One of the details of the program is to maximize the effectiveness of prescription drug monitoring programs (PDMPs) and zero in on at-risk communities, the CDC said. PDMPs have fast become a valuable tool in reducing “doctor shopping” for the diversion of addictive drugs to illicit personal abuse as well as drug dealing.
Recent state and county crackdown on Florida’s notorious “pill mills” has seen a significant drop in such activities.

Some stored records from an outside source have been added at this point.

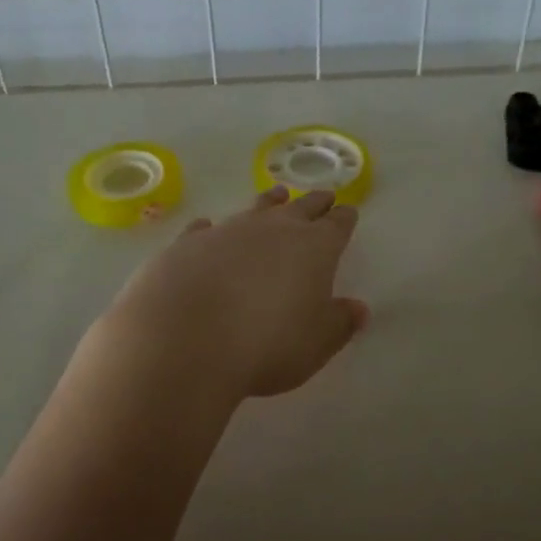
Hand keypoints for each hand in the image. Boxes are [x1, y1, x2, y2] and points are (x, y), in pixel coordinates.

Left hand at [94, 187, 368, 399]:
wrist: (184, 343)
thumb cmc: (266, 346)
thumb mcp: (317, 344)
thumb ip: (340, 322)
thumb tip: (357, 308)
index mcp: (314, 248)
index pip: (336, 226)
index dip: (344, 219)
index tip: (349, 212)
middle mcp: (272, 230)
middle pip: (300, 208)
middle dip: (314, 203)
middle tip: (323, 197)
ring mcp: (226, 232)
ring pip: (255, 209)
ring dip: (269, 203)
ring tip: (277, 195)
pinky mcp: (186, 245)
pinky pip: (204, 229)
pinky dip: (211, 229)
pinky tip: (207, 228)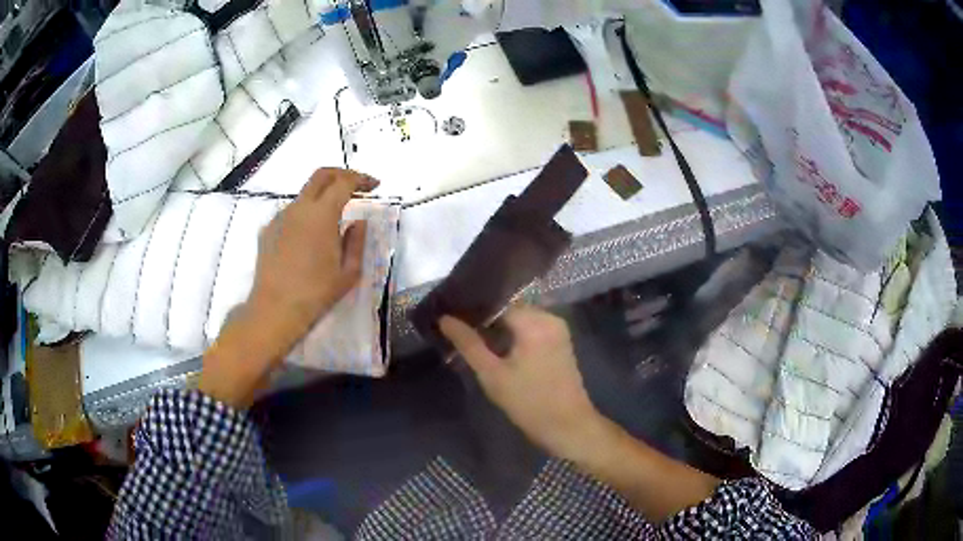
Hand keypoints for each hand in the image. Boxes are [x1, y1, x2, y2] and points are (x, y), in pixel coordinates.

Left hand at [248, 168, 376, 338]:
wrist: (275, 310)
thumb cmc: (316, 293)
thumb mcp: (349, 272)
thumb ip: (356, 241)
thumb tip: (358, 223)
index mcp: (322, 214)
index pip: (344, 182)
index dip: (362, 179)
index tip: (374, 186)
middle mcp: (299, 208)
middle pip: (321, 176)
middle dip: (342, 175)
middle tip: (357, 187)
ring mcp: (280, 217)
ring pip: (305, 195)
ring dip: (322, 197)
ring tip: (334, 219)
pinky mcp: (268, 230)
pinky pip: (291, 213)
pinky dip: (306, 215)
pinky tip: (310, 237)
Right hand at [440, 306, 604, 459]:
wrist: (569, 426)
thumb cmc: (529, 403)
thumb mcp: (493, 375)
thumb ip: (468, 344)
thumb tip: (445, 319)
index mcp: (534, 321)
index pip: (496, 302)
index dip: (472, 309)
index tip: (451, 317)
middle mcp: (549, 317)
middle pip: (509, 308)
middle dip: (485, 318)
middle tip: (458, 330)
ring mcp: (558, 329)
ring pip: (520, 318)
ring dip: (499, 327)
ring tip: (472, 338)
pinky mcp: (560, 341)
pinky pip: (532, 328)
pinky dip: (514, 334)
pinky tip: (496, 347)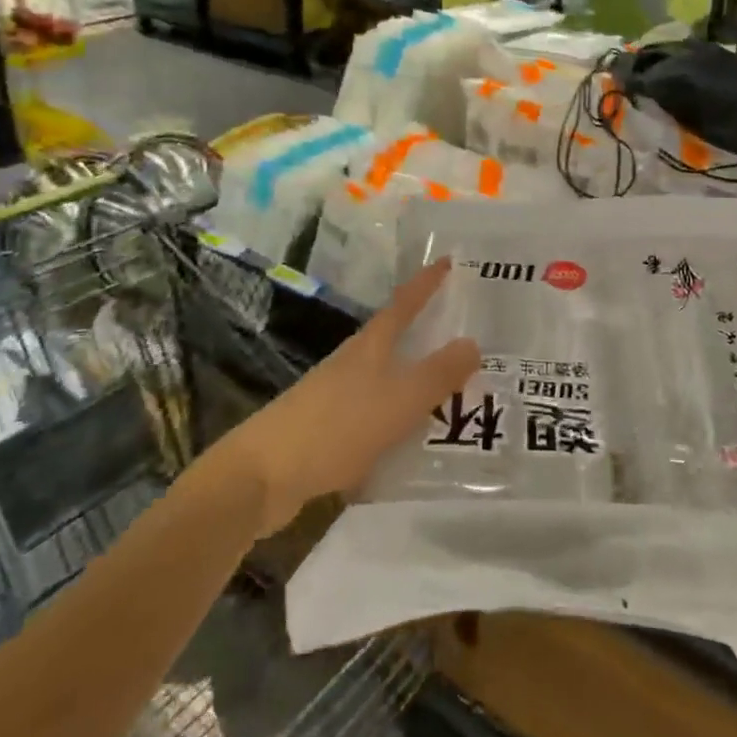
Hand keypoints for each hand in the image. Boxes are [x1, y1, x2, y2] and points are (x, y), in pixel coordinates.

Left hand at [215, 260, 477, 536]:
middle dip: (426, 334)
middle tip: (467, 335)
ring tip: (451, 393)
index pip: (404, 304)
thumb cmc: (336, 427)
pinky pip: (375, 415)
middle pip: (394, 340)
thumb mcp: (398, 400)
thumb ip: (437, 375)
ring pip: (385, 380)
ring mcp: (336, 396)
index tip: (448, 261)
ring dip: (414, 381)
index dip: (426, 283)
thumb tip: (473, 342)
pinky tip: (412, 442)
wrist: (263, 475)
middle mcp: (352, 363)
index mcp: (369, 347)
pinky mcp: (327, 430)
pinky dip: (398, 419)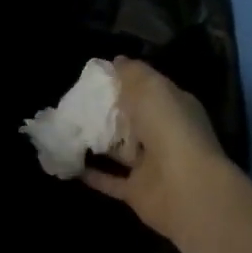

The Sunshine State had spent over a decade as the worst state in the nation for the diversion of illicit prescription drugs.
In addition to prescription drugs, the CDC does acknowledge the known problems with illicit street drugs, especially heroin. “Much more remains to be done to address opioid-related [prescription] overdose deaths and also the troubling rise in overdose deaths from illicit drugs such as heroin,” the CDC said.